Seldom does the word “failure” go in the same sentence with the name of a billionaire media-mogul major metropolitan mayor. But there it is. Bloomberg wanted a ban on soda sizes larger than 16 ounces; like a fourth term, it appears he will not get it. But why?

The Lonely Mayor

Michael Bloomberg seems a man short on friends. At one time or another, he has rightly earned the ire of blizzard-trapped Brooklynites to Hurricane Sandy victims. His tacit condoning of police brutality during the Occupy Wall Street protests –and the subsequent nighttime raid that destroyed it– did much to alienate the left. Those most likely to sympathize with his soda proposal then –disfranchised residents of the outer-boroughs and liberal activists– have been reminded routinely they are not high on his list of priorities. And like any potential friend, they have pulled away.

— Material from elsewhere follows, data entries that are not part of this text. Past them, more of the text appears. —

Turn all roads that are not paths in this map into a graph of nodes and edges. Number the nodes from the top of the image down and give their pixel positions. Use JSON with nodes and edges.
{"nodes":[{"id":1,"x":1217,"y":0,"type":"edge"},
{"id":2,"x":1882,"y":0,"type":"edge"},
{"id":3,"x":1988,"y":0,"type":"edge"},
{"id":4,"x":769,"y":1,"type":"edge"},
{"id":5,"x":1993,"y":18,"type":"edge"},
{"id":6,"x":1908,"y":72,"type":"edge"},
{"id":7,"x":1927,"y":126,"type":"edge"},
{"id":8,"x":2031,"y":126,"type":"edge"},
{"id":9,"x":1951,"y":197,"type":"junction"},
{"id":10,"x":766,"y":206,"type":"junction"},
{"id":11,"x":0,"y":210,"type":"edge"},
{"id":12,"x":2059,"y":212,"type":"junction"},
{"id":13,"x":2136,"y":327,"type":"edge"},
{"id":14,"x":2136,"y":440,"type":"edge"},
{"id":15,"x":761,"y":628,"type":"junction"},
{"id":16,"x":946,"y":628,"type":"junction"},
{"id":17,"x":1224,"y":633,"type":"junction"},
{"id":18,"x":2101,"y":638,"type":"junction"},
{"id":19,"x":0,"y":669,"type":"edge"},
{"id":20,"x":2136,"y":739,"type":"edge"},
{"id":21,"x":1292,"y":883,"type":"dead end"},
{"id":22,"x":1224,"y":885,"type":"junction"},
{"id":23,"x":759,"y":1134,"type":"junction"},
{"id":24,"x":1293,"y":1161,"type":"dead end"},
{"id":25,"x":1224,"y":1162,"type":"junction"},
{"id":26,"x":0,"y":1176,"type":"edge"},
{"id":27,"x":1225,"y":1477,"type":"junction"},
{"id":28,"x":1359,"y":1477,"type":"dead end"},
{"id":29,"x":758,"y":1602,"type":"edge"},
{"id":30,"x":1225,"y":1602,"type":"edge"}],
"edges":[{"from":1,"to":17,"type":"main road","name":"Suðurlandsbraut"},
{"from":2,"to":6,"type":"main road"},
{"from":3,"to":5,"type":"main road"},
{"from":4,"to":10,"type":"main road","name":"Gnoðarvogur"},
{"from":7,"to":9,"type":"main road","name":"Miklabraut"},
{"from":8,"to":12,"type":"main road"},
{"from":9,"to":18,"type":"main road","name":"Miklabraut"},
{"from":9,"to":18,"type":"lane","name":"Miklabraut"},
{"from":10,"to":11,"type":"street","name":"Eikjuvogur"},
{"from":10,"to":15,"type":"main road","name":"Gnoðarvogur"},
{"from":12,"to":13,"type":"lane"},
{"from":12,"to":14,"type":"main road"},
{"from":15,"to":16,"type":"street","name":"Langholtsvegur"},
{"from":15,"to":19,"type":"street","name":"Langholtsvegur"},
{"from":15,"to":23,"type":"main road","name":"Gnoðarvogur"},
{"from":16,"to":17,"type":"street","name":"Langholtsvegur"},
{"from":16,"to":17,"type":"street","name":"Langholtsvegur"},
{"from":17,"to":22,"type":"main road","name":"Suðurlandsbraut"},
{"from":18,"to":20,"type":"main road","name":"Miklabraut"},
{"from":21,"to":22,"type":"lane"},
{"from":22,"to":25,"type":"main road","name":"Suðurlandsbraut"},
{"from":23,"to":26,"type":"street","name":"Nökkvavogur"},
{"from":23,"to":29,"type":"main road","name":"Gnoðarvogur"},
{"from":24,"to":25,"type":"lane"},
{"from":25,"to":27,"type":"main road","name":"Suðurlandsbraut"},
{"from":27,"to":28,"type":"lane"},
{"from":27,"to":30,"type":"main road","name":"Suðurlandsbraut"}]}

Their absence from the conversation left a vacuum in which Bloomberg’s calls for public sound like weak, eccentric echoes. “People are dying every day,” he said after the ruling. “This is not a joke.” That he felt the need to add those last five words shows just how much the mayor had lost the war of public perception.

But is he wrong? In the same speech he phrased the measure in terms of social justice, insisting that the obesity epidemic disproportionately affected the poor.

As with so much else about New York, to verify a claim it helps to have a map. On March 11th, The Health Department released a study showing the obesity rates in various parts of the city: At one end, Chelsea and Greenwich Village (9.8%), followed by the Upper West Side (11.9%). At the other end of this horrific scale: BedStuy / Crown Heights (33.3%) and, with the most obese citizens, the Fordham area of The Bronx (34.1%). The socio-economic implications of these figures are obvious.

Those that work with the young and the underprivileged see it firsthand, every day. Theresa Almazon is a high school teacher near Fordham University, and showed no surprise the area topped the scales for obesity. “There are so few healthy options they have to chose from, and ‘breakfasts’ in class usually consist of M&Ms, chips – and extremely large sodas. All before 10 AM,” she said. “It’s remarkable how over a short period of time you see students gaining weight. A lot of weight. A scary amount of weight.”

Follow The Money

Discovering who finances a movement is an easy way to discover its true motivation. In this case, the money trail leads straight to the corporate boardrooms of the soda manufacturers and retailers themselves.

Everything from the National Association of Theatre Owners of New York State and the New York Korean-American Grocers Association lobbied against the proposal, but the most powerful of these groups is the American Beverage Association. With a Board of Directors taken from Coca Cola Co, Pepsi Co., Dr. Pepper Snapple group, among others, they are exactly those people who’ve aided in the obesity epidemic to begin with. Their reaction to the ruling is a study in Orwellian doublespeak:

“The court ruling provides a sigh of relief to New Yorkers and thousands of small businesses in New York City that would have been harmed by this arbitrary and unpopular ban. With this ruling behind us, we look forward to collaborating with city leaders on solutions that will have a meaningful and lasting impact on the people of New York City.”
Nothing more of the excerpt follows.